I got tired of the relative links in my blog drafts (written in an entirely different directory than their eventual home) not working. So, introducing
#pragma search
; this adds additional directories to search for pages when resolving relative links, both WikiWords and explicit [[...]] links. The directories listed in a search pragma must be absolute path names, and are searched only after the hard-coded possibilities have been exhausted (including the alias directory for WikiWords).You can't have both a
#pragma search ...
and a#pragma pre
in the same page, partly because it doesn't make any sense. (This is the simple way of getting out of handling multiple#pragma
directives.)
New: optional disk-based caching
Having run out of other ways to really improve performance, I added a disk-based caching infrastructure to DWiki and then put in two caches.
The real cache is the renderer cache, which stores the results of selected renderers (currently just the
wikitext
renderers). Via some glue it's also used to store the results of the filesystem walk that's the expensive bit ofblog::prevnext
.The Brute Force Cache is for dealing with Slashdotting style situations; it just caches complete requests for N seconds when the system seems to be under load. I also hijacked it as a convenient place to add extra caching for Atom feeds and to force this caching on software that doesn't do conditional GET.
(For more details, see Caching.)
This required a new storage pool class. Like the comment store, it uses a customized and restricted interface to write things (and a new interface to read them). The cache storage pool stores objects, not data blobs, using the cPickle module to make the swap back and forth. (This may be a mistake, but it's fast and easy.)

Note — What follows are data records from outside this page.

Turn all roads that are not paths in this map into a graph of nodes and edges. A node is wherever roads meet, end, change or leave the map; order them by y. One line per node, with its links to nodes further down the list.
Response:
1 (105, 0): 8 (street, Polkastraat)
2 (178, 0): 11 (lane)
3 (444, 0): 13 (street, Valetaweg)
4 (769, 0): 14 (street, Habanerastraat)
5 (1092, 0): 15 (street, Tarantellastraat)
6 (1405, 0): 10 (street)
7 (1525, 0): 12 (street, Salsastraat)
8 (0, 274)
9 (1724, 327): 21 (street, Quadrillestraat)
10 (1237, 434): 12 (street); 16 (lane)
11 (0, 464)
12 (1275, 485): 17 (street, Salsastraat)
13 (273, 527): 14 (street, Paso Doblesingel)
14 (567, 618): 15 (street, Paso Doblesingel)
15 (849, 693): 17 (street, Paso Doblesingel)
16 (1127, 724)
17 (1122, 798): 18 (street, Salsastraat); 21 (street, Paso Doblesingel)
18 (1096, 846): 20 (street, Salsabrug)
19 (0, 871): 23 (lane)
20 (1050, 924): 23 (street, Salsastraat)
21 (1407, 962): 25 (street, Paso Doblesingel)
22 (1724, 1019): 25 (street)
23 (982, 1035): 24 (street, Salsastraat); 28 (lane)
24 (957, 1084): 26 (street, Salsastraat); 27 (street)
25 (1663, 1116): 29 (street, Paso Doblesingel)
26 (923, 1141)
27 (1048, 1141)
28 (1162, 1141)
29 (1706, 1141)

Since removing files in DWiki makes me nervous, I didn't bother to implement any sort of cache cleaning; you get to do that by hand. The cache has TTLs, and the renderer cache has validation layered on top of the cache object store, but when they detect something invalid they just ignore it. (On the other hand, the cache storage layer does use temporary files and
rename()
, so in a sense it's already removing files.)In theory the cache interface is generic, so later I can hook up a memcached setup or something without having to change higher-level code.